Où es-tu ?

Où es-tu ?

Je lis en ce moment « Visiter nos cachettes » de Marie-Laure Durand (Le Cerf, 2023, 128 p.). Adam et Eve se cachent parmi les arbres pour ne pas montrer qu’ils sont nus car ils ont honte ; ils ont enfreint une limite, un interdit : ne pas manger le fruit d’un arbre, celui de la connaissance du bien et du mal (Gn 2, 25 ; 3 1-13). En disant « Où es-tu ? », Dieu propose à Adam et Eve une porte de sortie.

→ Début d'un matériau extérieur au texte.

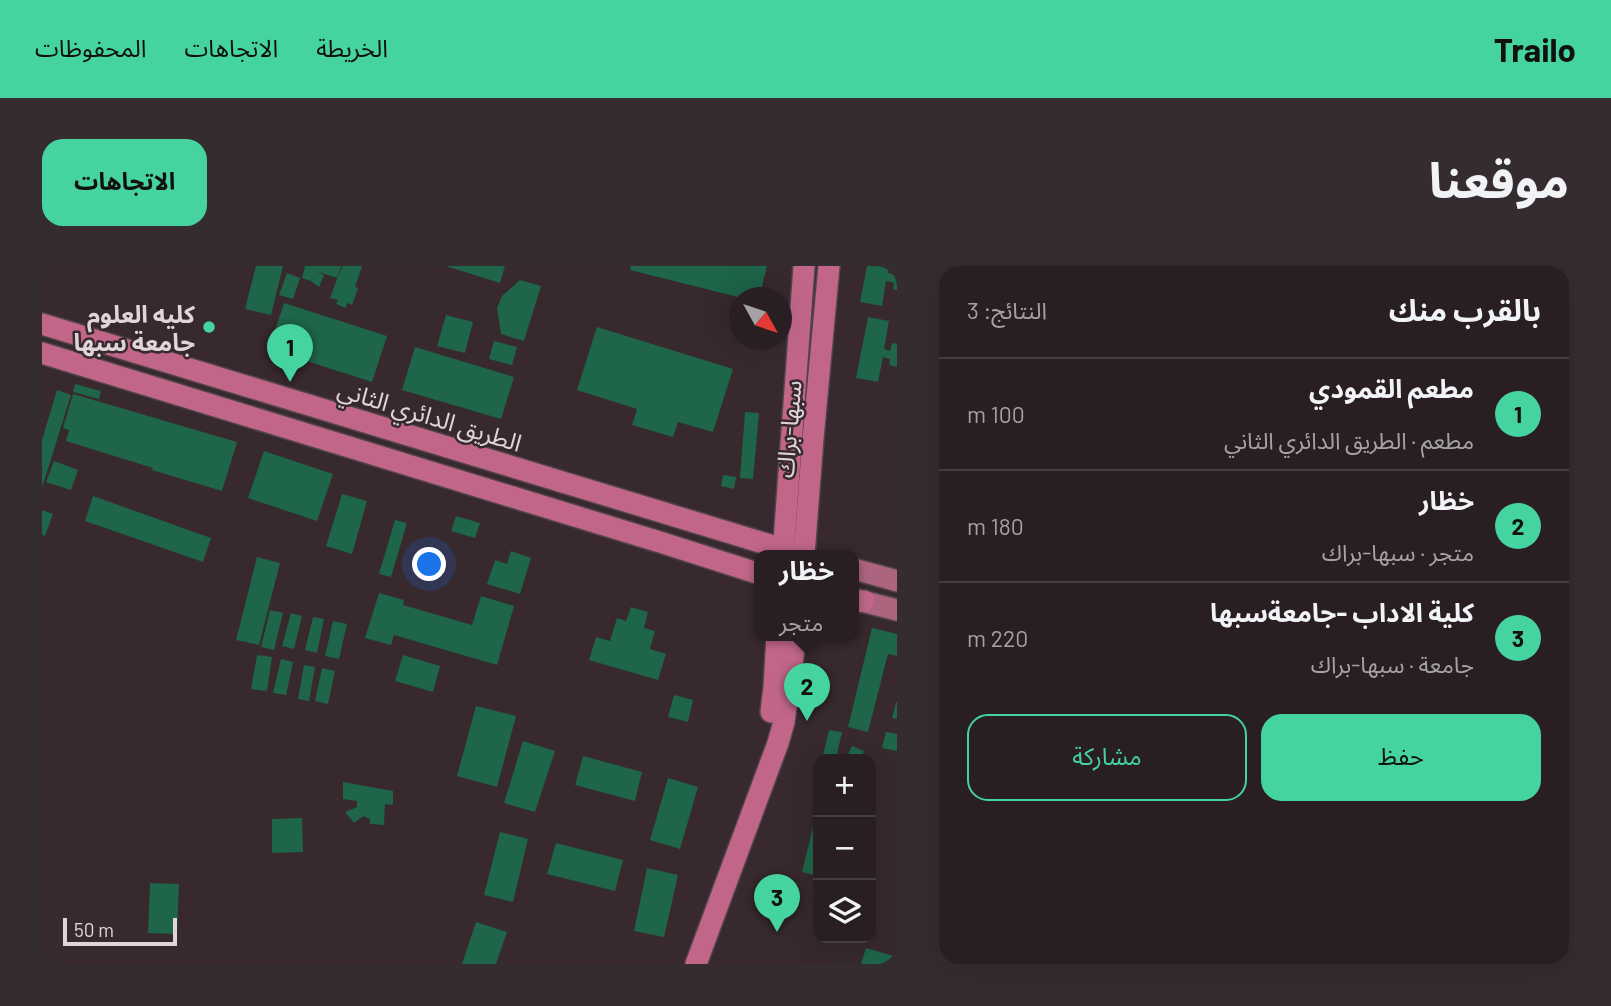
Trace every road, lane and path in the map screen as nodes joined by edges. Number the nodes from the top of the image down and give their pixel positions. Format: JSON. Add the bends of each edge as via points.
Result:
{"nodes":[{"id":1,"x":804,"y":266,"type":"edge"},
{"id":2,"x":829,"y":266,"type":"edge"},
{"id":3,"x":42,"y":324,"type":"edge"},
{"id":4,"x":42,"y":353,"type":"edge"},
{"id":5,"x":783,"y":550,"type":"edge"},
{"id":6,"x":793,"y":550,"type":"edge"},
{"id":7,"x":794,"y":550,"type":"edge"},
{"id":8,"x":859,"y":570,"type":"edge"},
{"id":9,"x":754,"y":572,"type":"edge"},
{"id":10,"x":897,"y":581,"type":"edge"},
{"id":11,"x":859,"y":601,"type":"edge"},
{"id":12,"x":897,"y":610,"type":"edge"},
{"id":13,"x":777,"y":641,"type":"edge"},
{"id":14,"x":798,"y":642,"type":"edge"},
{"id":15,"x":769,"y":770,"type":"junction"},
{"id":16,"x":696,"y":964,"type":"edge"}],
"edges":[{"from":1,"to":6,"type":"highway","name":"سبها-براك"},
{"from":2,"to":7,"type":"highway","name":"سبها-براك","via":[[813,439]]},
{"from":3,"to":5,"type":"highway","name":"الطريق الدائري الثاني"},
{"from":4,"to":9,"type":"highway"},
{"from":8,"to":10,"type":"main road"},
{"from":11,"to":12,"type":"main road"},
{"from":13,"to":15,"type":"highway"},
{"from":14,"to":15,"type":"highway","via":[[784,722]]},
{"from":15,"to":16,"type":"highway"}]}
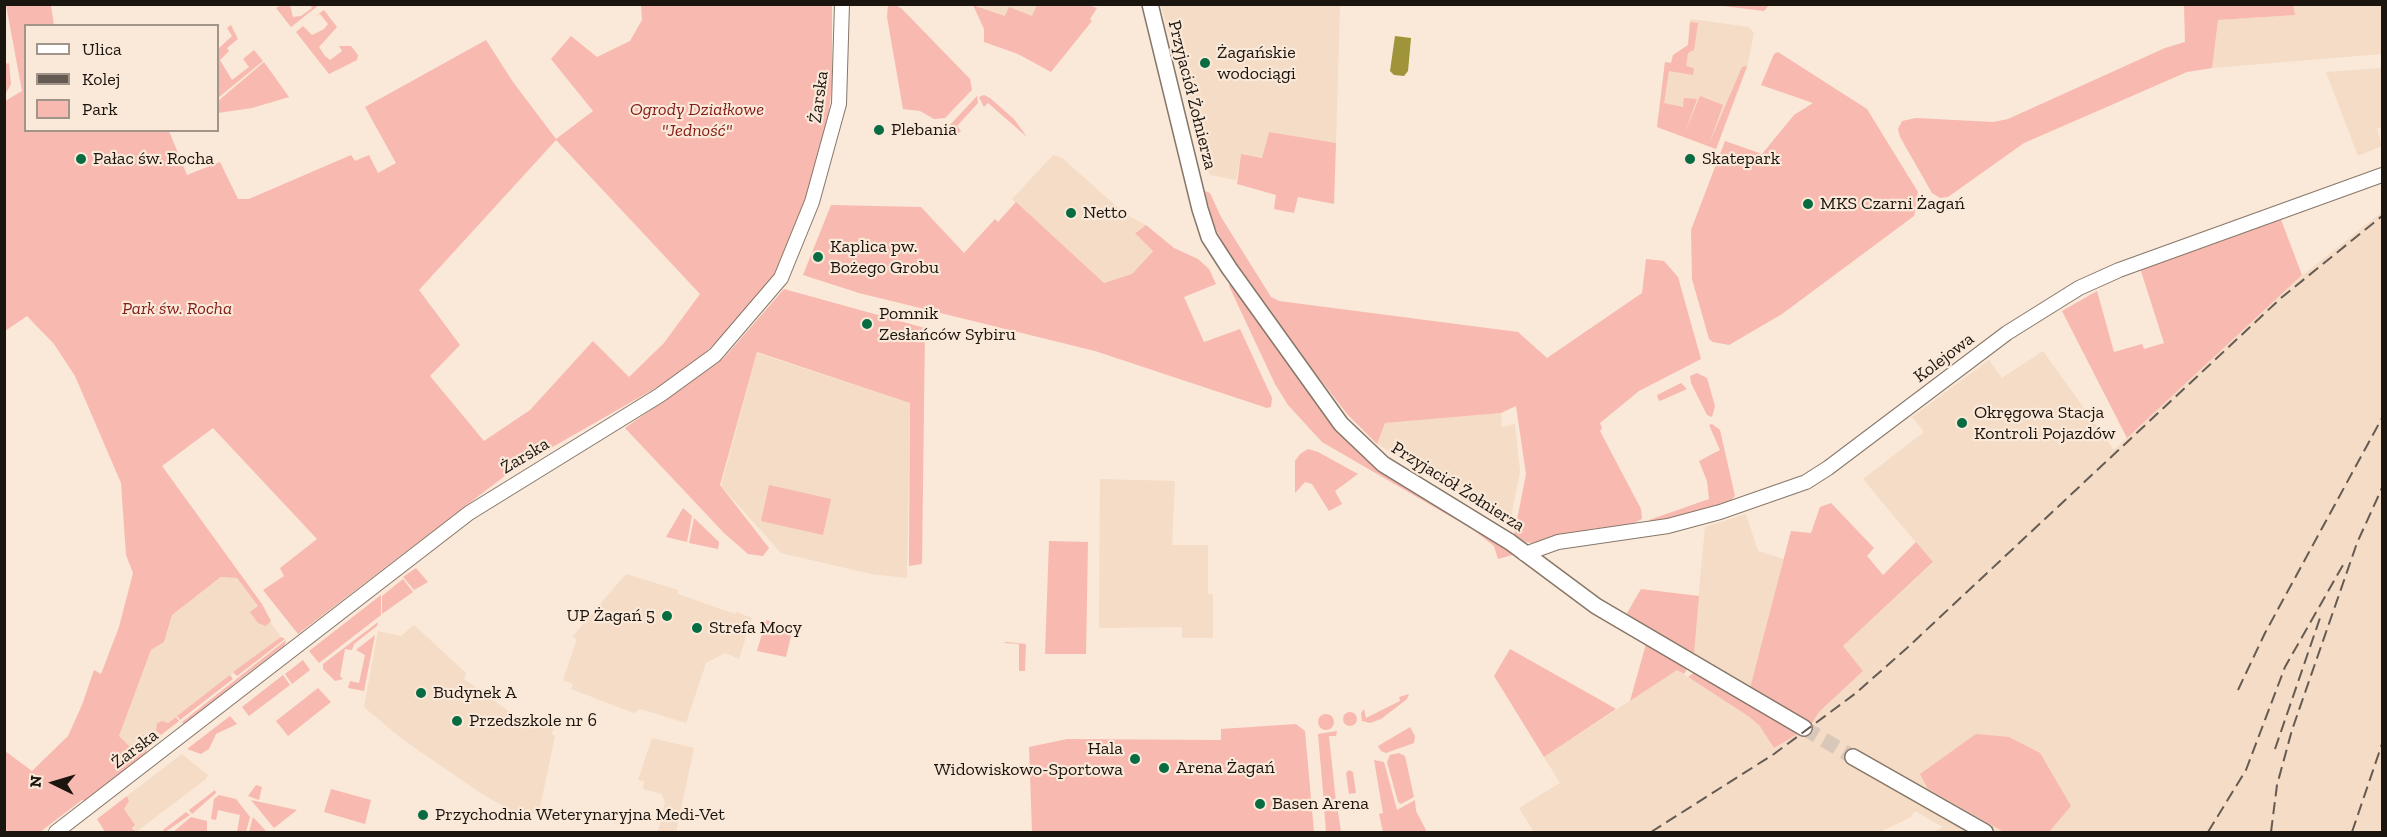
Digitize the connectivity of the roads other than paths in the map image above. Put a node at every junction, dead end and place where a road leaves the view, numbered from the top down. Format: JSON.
{"nodes":[{"id":1,"x":842,"y":4,"type":"edge"},
{"id":2,"x":1150,"y":4,"type":"edge"},
{"id":3,"x":2382,"y":174,"type":"edge"},
{"id":4,"x":1525,"y":554,"type":"junction"},
{"id":5,"x":1804,"y":728,"type":"tunnel mouth"},
{"id":6,"x":1853,"y":757,"type":"tunnel mouth"},
{"id":7,"x":56,"y":832,"type":"edge"},
{"id":8,"x":1985,"y":832,"type":"edge"}],
"edges":[{"from":1,"to":7,"type":"street","name":"Żarska"},
{"from":2,"to":4,"type":"main road","name":"Przyjaciół Żołnierza"},
{"from":3,"to":4,"type":"street","name":"Kolejowa"},
{"from":4,"to":5,"type":"main road","name":"Przyjaciół Żołnierza"},
{"from":6,"to":8,"type":"main road"}]}
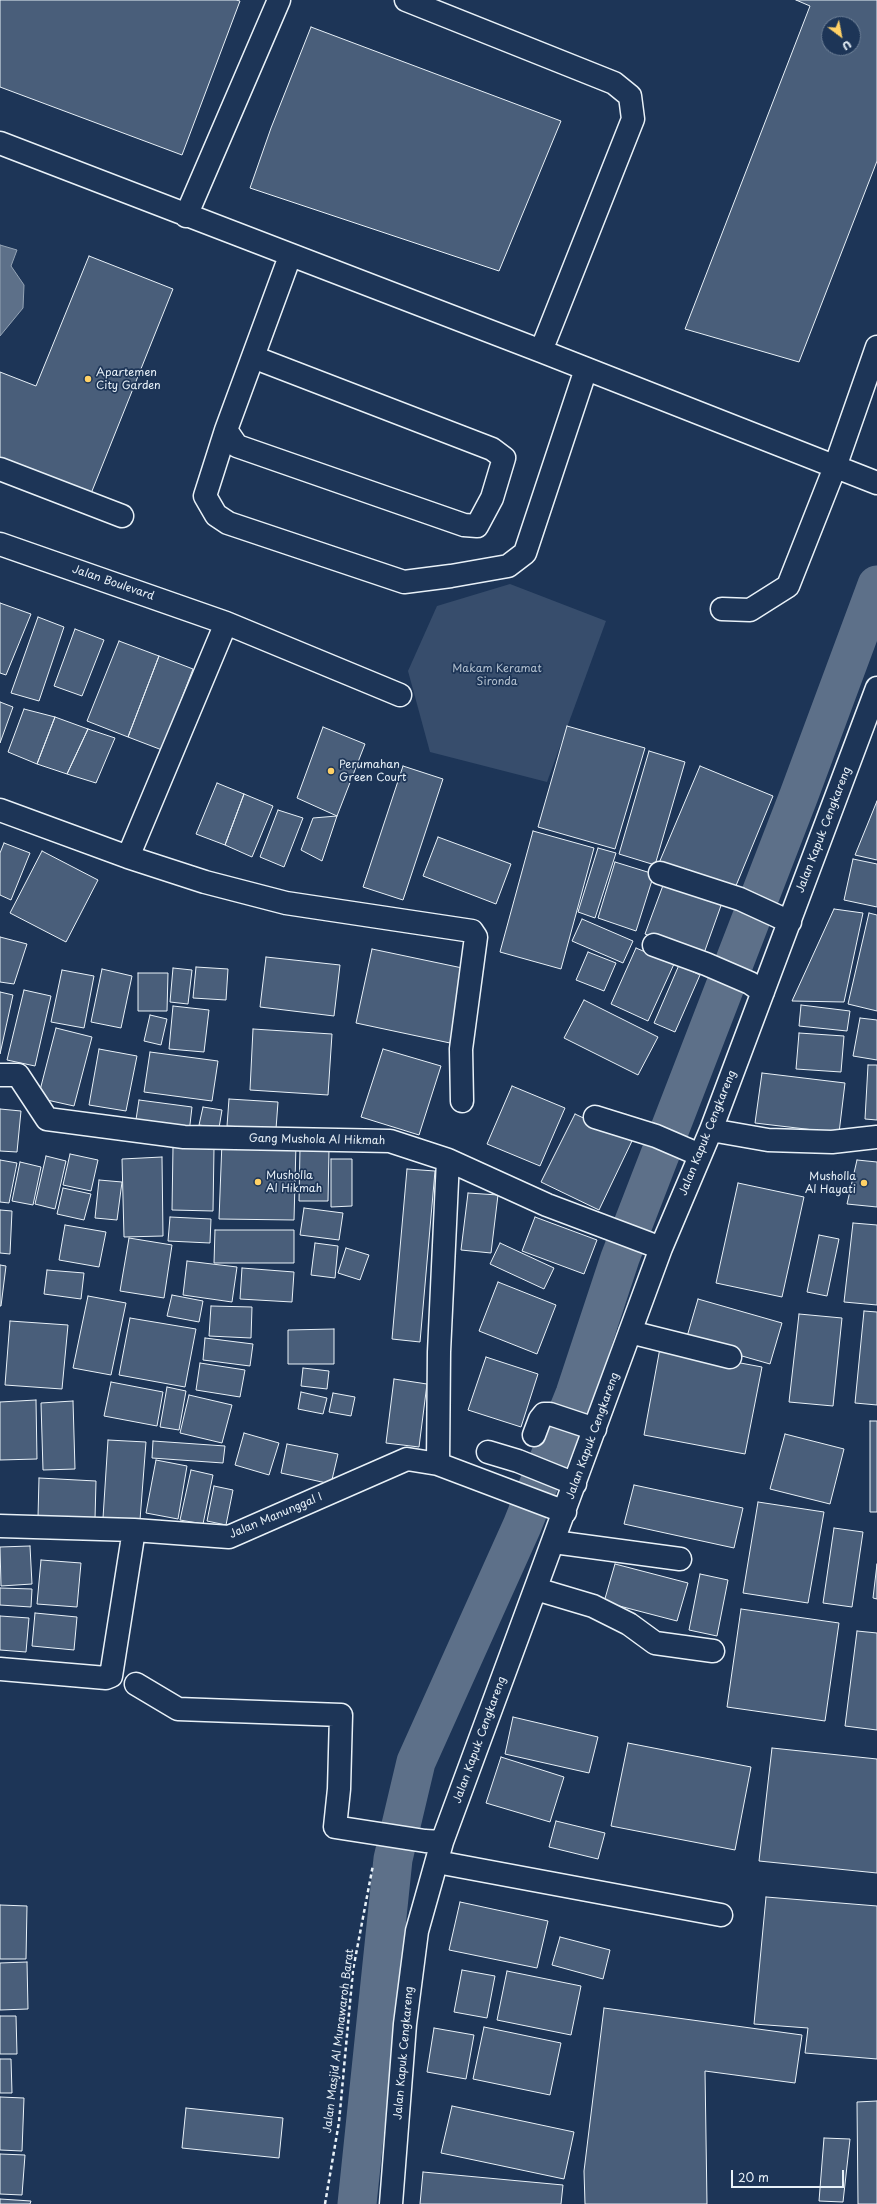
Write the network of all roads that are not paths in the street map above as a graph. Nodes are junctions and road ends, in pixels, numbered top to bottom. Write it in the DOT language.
graph roads {
  1 [pos="279,0"];
  2 [pos="406,0"];
  3 [pos="0,143"];
  4 [pos="186,216"];
  5 [pos="290,256"];
  6 [pos="877,347"];
  7 [pos="541,351"];
  8 [pos="253,357"];
  9 [pos="586,370"];
  10 [pos="226,430"];
  11 [pos="835,467"];
  12 [pos="0,469"];
  13 [pos="875,483"];
  14 [pos="122,516"];
  15 [pos="0,544"];
  16 [pos="722,609"];
  17 [pos="226,623"];
  18 [pos="877,688"];
  19 [pos="400,695"];
  20 [pos="0,810"];
  21 [pos="128,857"];
  22 [pos="660,873"];
  23 [pos="785,919"];
  24 [pos="654,945"];
  25 [pos="756,988"];
  26 [pos="0,1075"];
  27 [pos="462,1101"];
  28 [pos="594,1117"];
  29 [pos="711,1130"];
  30 [pos="877,1137"];
  31 [pos="693,1152"];
  32 [pos="448,1160"];
  33 [pos="652,1245"];
  34 [pos="630,1332"];
  35 [pos="730,1357"];
  36 [pos="588,1427"];
  37 [pos="534,1435"];
  38 [pos="488,1452"];
  39 [pos="438,1464"];
  40 [pos="568,1482"];
  41 [pos="562,1511"];
  42 [pos="0,1526"];
  43 [pos="134,1530"];
  44 [pos="554,1542"];
  45 [pos="680,1559"];
  46 [pos="536,1589"];
  47 [pos="713,1651"];
  48 [pos="0,1669"];
  49 [pos="136,1684"];
  50 [pos="434,1849"];
  51 [pos="721,1915"];
  52 [pos="391,2204"];
  1 -- 4 [label="street"];
  2 -- 7 [label="street"];
  3 -- 4 [label="street"];
  4 -- 5 [label="street"];
  5 -- 7 [label="street"];
  5 -- 8 [label="street"];
  6 -- 11 [label="street"];
  7 -- 9 [label="street"];
  8 -- 10 [label="street"];
  8 -- 10 [label="street"];
  9 -- 10 [label="street"];
  9 -- 11 [label="street"];
  11 -- 13 [label="street"];
  11 -- 16 [label="street"];
  12 -- 14 [label="street"];
  15 -- 17 [label="street, Jalan Boulevard"];
  17 -- 19 [label="street, Jalan Boulevard"];
  17 -- 21 [label="street"];
  18 -- 23 [label="street, Jalan Kapuk Cengkareng"];
  20 -- 21 [label="street"];
  21 -- 27 [label="street"];
  22 -- 23 [label="street"];
  23 -- 25 [label="street, Jalan Kapuk Cengkareng"];
  24 -- 25 [label="street"];
  25 -- 29 [label="street, Jalan Kapuk Cengkareng"];
  26 -- 32 [label="street, Gang Mushola Al Hikmah"];
  28 -- 31 [label="street"];
  29 -- 30 [label="street"];
  29 -- 31 [label="street, Jalan Kapuk Cengkareng"];
  31 -- 33 [label="street, Jalan Kapuk Cengkareng"];
  32 -- 33 [label="street"];
  32 -- 39 [label="street"];
  33 -- 34 [label="street, Jalan Kapuk Cengkareng"];
  34 -- 35 [label="street"];
  34 -- 36 [label="street, Jalan Kapuk Cengkareng"];
  36 -- 37 [label="street"];
  36 -- 40 [label="street, Jalan Kapuk Cengkareng"];
  38 -- 40 [label="street"];
  39 -- 41 [label="street, Jalan Manunggal I"];
  39 -- 43 [label="street, Jalan Manunggal I"];
  40 -- 41 [label="street, Jalan Kapuk Cengkareng"];
  41 -- 44 [label="street, Jalan Kapuk Cengkareng"];
  42 -- 43 [label="street, Jalan Manunggal I"];
  43 -- 48 [label="street"];
  44 -- 45 [label="street"];
  44 -- 46 [label="street, Jalan Kapuk Cengkareng"];
  46 -- 47 [label="street"];
  46 -- 50 [label="street, Jalan Kapuk Cengkareng"];
  49 -- 50 [label="street"];
  50 -- 51 [label="street"];
  50 -- 52 [label="street, Jalan Kapuk Cengkareng"];
}
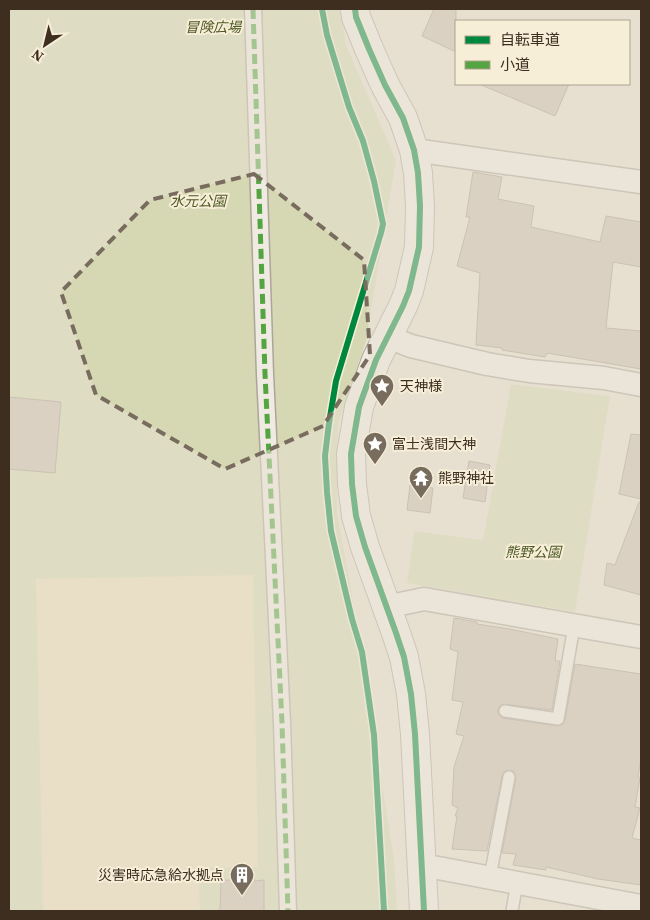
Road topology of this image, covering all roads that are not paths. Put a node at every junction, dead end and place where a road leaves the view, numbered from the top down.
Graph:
1 (253, 9) edge
2 (354, 9) edge
3 (414, 150) junction
4 (641, 182) edge
5 (388, 338) junction
6 (641, 385) edge
7 (386, 607) junction
8 (574, 626) junction
9 (641, 637) edge
10 (505, 710) dead end
11 (510, 777) dead end
12 (422, 864) junction
13 (490, 877) junction
14 (517, 882) junction
15 (641, 906) edge
16 (288, 911) edge
17 (424, 911) edge
18 (512, 911) edge

1 - 16 street
2 - 3 street
3 - 4 street
3 - 5 street
5 - 6 street
5 - 7 street
7 - 8 street
7 - 12 street
8 - 9 street
8 - 10 lane
11 - 13 lane
12 - 13 street
12 - 17 street
13 - 14 street
14 - 15 street
14 - 18 lane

De ce livre présenté comme un voyage spirituel, je ne retiendrai que la question de Dieu : « Où es-tu ? » car cette question a résonné en moi de multiples façons :

   Où es-tu quand je compte sur toi et que tu te dérobes ?

   Où es-tu quand je te parle, quand j’espère ton attention ?

   Où es-tu quand tu rêves à un ailleurs au lieu de te confronter à la réalité de ce que tu vis, de ce que tu es ?

   Où es-tu, quand tu t’obstines à vouloir avoir raison ?

   Où es-tu quand tu te caches parce que tu ne te sens pas à la hauteur, parce que tu crains le jugement des autres, ou de les décevoir ? Qu’as-tu à protéger, à défendre? Qu’as-tu peur de perdre ?

Où es-tu quand j’ai faim ou soif, quand je suis nu, malade ou en prison (Mt 25, 31-46) ?

Où es-tu quand l’indifférence gagne la société et laisse prospérer violences et injustices ?

Je pourrais multiplier les situations de vulnérabilité, de nudité (« J’étais nu et je me suis caché », dira Adam à Dieu) où je n’ai pas saisi la question « Où es-tu ? » comme une ouverture, une liberté intérieure à construire, une responsabilité qui appelle à ne pas se dérober.

Heureusement, même dans ces situations, une seconde chance peut être donnée, comme elle l’a été pour Adam et Eve après leur expulsion du jardin d’Eden. Ils ont appris « de nouvelles façons de faire face (chacun) à sa propre nudité car celle-ci est incontournable. Être humain, le devenir un peu plus, c’est être nu et apprendre à vivre avec ».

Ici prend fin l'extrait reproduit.